Problem details: What you return must match the listing below word for word.

■ ■ ■ ■ ■

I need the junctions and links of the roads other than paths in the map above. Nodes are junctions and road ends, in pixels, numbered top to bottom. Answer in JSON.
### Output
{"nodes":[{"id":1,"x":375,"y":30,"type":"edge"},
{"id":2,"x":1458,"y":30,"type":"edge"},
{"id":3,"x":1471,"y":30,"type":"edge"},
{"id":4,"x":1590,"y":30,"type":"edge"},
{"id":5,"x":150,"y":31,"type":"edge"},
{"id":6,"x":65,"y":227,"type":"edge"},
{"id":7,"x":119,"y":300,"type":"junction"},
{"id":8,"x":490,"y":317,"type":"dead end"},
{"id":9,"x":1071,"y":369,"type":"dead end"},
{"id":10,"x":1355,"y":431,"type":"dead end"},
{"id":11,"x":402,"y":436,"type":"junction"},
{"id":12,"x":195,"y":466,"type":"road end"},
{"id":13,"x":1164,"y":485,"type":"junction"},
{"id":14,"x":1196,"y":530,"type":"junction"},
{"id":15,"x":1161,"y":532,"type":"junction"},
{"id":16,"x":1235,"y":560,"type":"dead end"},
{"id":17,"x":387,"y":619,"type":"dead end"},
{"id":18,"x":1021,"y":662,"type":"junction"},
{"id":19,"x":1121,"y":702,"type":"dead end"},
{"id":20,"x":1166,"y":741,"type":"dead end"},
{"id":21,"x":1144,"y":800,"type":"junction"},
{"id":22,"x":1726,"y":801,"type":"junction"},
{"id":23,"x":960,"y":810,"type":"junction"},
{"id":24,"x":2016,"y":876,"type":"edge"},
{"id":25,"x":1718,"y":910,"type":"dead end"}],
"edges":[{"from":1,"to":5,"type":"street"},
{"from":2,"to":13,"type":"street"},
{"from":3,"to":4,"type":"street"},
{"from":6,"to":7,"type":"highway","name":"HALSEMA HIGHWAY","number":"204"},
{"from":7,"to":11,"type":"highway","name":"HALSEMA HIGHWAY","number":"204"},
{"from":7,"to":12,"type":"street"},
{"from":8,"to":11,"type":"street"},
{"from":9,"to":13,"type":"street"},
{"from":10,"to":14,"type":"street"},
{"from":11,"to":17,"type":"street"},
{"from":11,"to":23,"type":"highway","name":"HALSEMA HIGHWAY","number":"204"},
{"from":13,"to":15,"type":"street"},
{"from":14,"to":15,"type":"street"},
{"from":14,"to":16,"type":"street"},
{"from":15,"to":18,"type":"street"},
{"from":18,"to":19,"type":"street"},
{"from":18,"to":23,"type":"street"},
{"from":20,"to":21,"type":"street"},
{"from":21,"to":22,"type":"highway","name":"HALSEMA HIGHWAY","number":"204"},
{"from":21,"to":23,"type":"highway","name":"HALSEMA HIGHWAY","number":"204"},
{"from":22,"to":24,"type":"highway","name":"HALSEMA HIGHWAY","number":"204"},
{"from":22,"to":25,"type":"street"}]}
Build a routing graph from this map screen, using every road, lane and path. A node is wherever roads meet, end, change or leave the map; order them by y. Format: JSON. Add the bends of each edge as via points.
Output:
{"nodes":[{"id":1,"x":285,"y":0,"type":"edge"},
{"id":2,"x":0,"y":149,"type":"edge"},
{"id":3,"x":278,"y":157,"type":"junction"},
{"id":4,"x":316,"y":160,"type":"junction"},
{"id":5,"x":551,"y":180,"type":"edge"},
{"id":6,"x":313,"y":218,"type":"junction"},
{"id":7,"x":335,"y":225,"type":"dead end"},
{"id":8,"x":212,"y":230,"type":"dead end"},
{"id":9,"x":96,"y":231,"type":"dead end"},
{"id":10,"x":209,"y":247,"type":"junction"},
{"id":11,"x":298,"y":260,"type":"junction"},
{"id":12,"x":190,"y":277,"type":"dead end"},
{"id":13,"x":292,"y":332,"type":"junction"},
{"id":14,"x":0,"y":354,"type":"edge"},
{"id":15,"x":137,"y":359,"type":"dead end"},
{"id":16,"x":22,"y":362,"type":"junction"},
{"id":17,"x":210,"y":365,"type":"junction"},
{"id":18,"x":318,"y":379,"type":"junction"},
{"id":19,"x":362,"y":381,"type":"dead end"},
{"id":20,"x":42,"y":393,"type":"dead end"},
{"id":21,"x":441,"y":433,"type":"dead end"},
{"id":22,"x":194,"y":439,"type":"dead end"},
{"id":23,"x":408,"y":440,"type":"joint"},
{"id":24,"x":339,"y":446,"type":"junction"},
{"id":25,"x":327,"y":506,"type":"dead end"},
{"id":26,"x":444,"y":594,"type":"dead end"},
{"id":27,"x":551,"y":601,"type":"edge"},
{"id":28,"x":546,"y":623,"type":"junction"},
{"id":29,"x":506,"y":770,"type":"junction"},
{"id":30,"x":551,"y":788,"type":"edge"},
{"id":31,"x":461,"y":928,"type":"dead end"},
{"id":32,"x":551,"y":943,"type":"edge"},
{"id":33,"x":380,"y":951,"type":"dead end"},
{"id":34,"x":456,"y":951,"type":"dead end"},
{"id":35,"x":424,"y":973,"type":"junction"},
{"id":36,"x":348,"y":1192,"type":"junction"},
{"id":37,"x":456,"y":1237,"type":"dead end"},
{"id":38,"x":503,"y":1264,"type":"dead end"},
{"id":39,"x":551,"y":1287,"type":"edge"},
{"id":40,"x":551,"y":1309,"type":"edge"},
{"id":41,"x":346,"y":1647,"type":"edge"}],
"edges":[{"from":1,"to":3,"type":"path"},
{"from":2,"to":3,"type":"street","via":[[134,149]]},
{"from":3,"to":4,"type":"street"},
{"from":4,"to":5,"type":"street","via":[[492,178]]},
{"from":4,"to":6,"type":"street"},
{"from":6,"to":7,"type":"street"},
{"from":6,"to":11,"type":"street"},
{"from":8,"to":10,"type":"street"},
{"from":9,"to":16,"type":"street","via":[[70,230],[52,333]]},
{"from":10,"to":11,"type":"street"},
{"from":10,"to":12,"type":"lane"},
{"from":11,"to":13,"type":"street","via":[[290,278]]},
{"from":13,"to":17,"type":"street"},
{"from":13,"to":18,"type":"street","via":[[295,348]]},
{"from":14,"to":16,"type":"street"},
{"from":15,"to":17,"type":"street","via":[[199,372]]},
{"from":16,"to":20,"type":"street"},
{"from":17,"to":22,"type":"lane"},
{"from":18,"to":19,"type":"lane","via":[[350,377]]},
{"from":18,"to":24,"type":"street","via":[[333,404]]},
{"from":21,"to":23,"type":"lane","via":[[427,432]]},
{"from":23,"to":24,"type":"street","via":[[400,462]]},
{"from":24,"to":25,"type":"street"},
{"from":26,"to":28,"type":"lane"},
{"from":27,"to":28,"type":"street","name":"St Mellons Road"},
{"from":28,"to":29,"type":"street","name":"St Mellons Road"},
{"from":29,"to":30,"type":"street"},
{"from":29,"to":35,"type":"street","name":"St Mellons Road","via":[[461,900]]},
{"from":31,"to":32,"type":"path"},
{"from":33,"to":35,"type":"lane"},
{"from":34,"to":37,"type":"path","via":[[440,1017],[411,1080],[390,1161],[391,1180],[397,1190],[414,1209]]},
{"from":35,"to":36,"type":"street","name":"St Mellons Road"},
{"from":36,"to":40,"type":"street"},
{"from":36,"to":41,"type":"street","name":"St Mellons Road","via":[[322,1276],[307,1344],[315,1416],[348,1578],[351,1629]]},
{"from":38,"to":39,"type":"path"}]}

■ ■ ■ ■ ■

Answer for the task:
I need the junctions and links of the roads other than paths in the map above. Nodes are junctions and road ends, in pixels, numbered top to bottom. Answer in JSON.
### Output
{"nodes":[{"id":1,"x":375,"y":30,"type":"edge"},
{"id":2,"x":1458,"y":30,"type":"edge"},
{"id":3,"x":1471,"y":30,"type":"edge"},
{"id":4,"x":1590,"y":30,"type":"edge"},
{"id":5,"x":150,"y":31,"type":"edge"},
{"id":6,"x":65,"y":227,"type":"edge"},
{"id":7,"x":119,"y":300,"type":"junction"},
{"id":8,"x":490,"y":317,"type":"dead end"},
{"id":9,"x":1071,"y":369,"type":"dead end"},
{"id":10,"x":1355,"y":431,"type":"dead end"},
{"id":11,"x":402,"y":436,"type":"junction"},
{"id":12,"x":195,"y":466,"type":"road end"},
{"id":13,"x":1164,"y":485,"type":"junction"},
{"id":14,"x":1196,"y":530,"type":"junction"},
{"id":15,"x":1161,"y":532,"type":"junction"},
{"id":16,"x":1235,"y":560,"type":"dead end"},
{"id":17,"x":387,"y":619,"type":"dead end"},
{"id":18,"x":1021,"y":662,"type":"junction"},
{"id":19,"x":1121,"y":702,"type":"dead end"},
{"id":20,"x":1166,"y":741,"type":"dead end"},
{"id":21,"x":1144,"y":800,"type":"junction"},
{"id":22,"x":1726,"y":801,"type":"junction"},
{"id":23,"x":960,"y":810,"type":"junction"},
{"id":24,"x":2016,"y":876,"type":"edge"},
{"id":25,"x":1718,"y":910,"type":"dead end"}],
"edges":[{"from":1,"to":5,"type":"street"},
{"from":2,"to":13,"type":"street"},
{"from":3,"to":4,"type":"street"},
{"from":6,"to":7,"type":"highway","name":"HALSEMA HIGHWAY","number":"204"},
{"from":7,"to":11,"type":"highway","name":"HALSEMA HIGHWAY","number":"204"},
{"from":7,"to":12,"type":"street"},
{"from":8,"to":11,"type":"street"},
{"from":9,"to":13,"type":"street"},
{"from":10,"to":14,"type":"street"},
{"from":11,"to":17,"type":"street"},
{"from":11,"to":23,"type":"highway","name":"HALSEMA HIGHWAY","number":"204"},
{"from":13,"to":15,"type":"street"},
{"from":14,"to":15,"type":"street"},
{"from":14,"to":16,"type":"street"},
{"from":15,"to":18,"type":"street"},
{"from":18,"to":19,"type":"street"},
{"from":18,"to":23,"type":"street"},
{"from":20,"to":21,"type":"street"},
{"from":21,"to":22,"type":"highway","name":"HALSEMA HIGHWAY","number":"204"},
{"from":21,"to":23,"type":"highway","name":"HALSEMA HIGHWAY","number":"204"},
{"from":22,"to":24,"type":"highway","name":"HALSEMA HIGHWAY","number":"204"},
{"from":22,"to":25,"type":"street"}]}
Build a routing graph from this map screen, using every road, lane and path. A node is wherever roads meet, end, change or leave the map; order them by y. Format: JSON. Add the bends of each edge as via points.
Output:
{"nodes":[{"id":1,"x":285,"y":0,"type":"edge"},
{"id":2,"x":0,"y":149,"type":"edge"},
{"id":3,"x":278,"y":157,"type":"junction"},
{"id":4,"x":316,"y":160,"type":"junction"},
{"id":5,"x":551,"y":180,"type":"edge"},
{"id":6,"x":313,"y":218,"type":"junction"},
{"id":7,"x":335,"y":225,"type":"dead end"},
{"id":8,"x":212,"y":230,"type":"dead end"},
{"id":9,"x":96,"y":231,"type":"dead end"},
{"id":10,"x":209,"y":247,"type":"junction"},
{"id":11,"x":298,"y":260,"type":"junction"},
{"id":12,"x":190,"y":277,"type":"dead end"},
{"id":13,"x":292,"y":332,"type":"junction"},
{"id":14,"x":0,"y":354,"type":"edge"},
{"id":15,"x":137,"y":359,"type":"dead end"},
{"id":16,"x":22,"y":362,"type":"junction"},
{"id":17,"x":210,"y":365,"type":"junction"},
{"id":18,"x":318,"y":379,"type":"junction"},
{"id":19,"x":362,"y":381,"type":"dead end"},
{"id":20,"x":42,"y":393,"type":"dead end"},
{"id":21,"x":441,"y":433,"type":"dead end"},
{"id":22,"x":194,"y":439,"type":"dead end"},
{"id":23,"x":408,"y":440,"type":"joint"},
{"id":24,"x":339,"y":446,"type":"junction"},
{"id":25,"x":327,"y":506,"type":"dead end"},
{"id":26,"x":444,"y":594,"type":"dead end"},
{"id":27,"x":551,"y":601,"type":"edge"},
{"id":28,"x":546,"y":623,"type":"junction"},
{"id":29,"x":506,"y":770,"type":"junction"},
{"id":30,"x":551,"y":788,"type":"edge"},
{"id":31,"x":461,"y":928,"type":"dead end"},
{"id":32,"x":551,"y":943,"type":"edge"},
{"id":33,"x":380,"y":951,"type":"dead end"},
{"id":34,"x":456,"y":951,"type":"dead end"},
{"id":35,"x":424,"y":973,"type":"junction"},
{"id":36,"x":348,"y":1192,"type":"junction"},
{"id":37,"x":456,"y":1237,"type":"dead end"},
{"id":38,"x":503,"y":1264,"type":"dead end"},
{"id":39,"x":551,"y":1287,"type":"edge"},
{"id":40,"x":551,"y":1309,"type":"edge"},
{"id":41,"x":346,"y":1647,"type":"edge"}],
"edges":[{"from":1,"to":3,"type":"path"},
{"from":2,"to":3,"type":"street","via":[[134,149]]},
{"from":3,"to":4,"type":"street"},
{"from":4,"to":5,"type":"street","via":[[492,178]]},
{"from":4,"to":6,"type":"street"},
{"from":6,"to":7,"type":"street"},
{"from":6,"to":11,"type":"street"},
{"from":8,"to":10,"type":"street"},
{"from":9,"to":16,"type":"street","via":[[70,230],[52,333]]},
{"from":10,"to":11,"type":"street"},
{"from":10,"to":12,"type":"lane"},
{"from":11,"to":13,"type":"street","via":[[290,278]]},
{"from":13,"to":17,"type":"street"},
{"from":13,"to":18,"type":"street","via":[[295,348]]},
{"from":14,"to":16,"type":"street"},
{"from":15,"to":17,"type":"street","via":[[199,372]]},
{"from":16,"to":20,"type":"street"},
{"from":17,"to":22,"type":"lane"},
{"from":18,"to":19,"type":"lane","via":[[350,377]]},
{"from":18,"to":24,"type":"street","via":[[333,404]]},
{"from":21,"to":23,"type":"lane","via":[[427,432]]},
{"from":23,"to":24,"type":"street","via":[[400,462]]},
{"from":24,"to":25,"type":"street"},
{"from":26,"to":28,"type":"lane"},
{"from":27,"to":28,"type":"street","name":"St Mellons Road"},
{"from":28,"to":29,"type":"street","name":"St Mellons Road"},
{"from":29,"to":30,"type":"street"},
{"from":29,"to":35,"type":"street","name":"St Mellons Road","via":[[461,900]]},
{"from":31,"to":32,"type":"path"},
{"from":33,"to":35,"type":"lane"},
{"from":34,"to":37,"type":"path","via":[[440,1017],[411,1080],[390,1161],[391,1180],[397,1190],[414,1209]]},
{"from":35,"to":36,"type":"street","name":"St Mellons Road"},
{"from":36,"to":40,"type":"street"},
{"from":36,"to":41,"type":"street","name":"St Mellons Road","via":[[322,1276],[307,1344],[315,1416],[348,1578],[351,1629]]},
{"from":38,"to":39,"type":"path"}]}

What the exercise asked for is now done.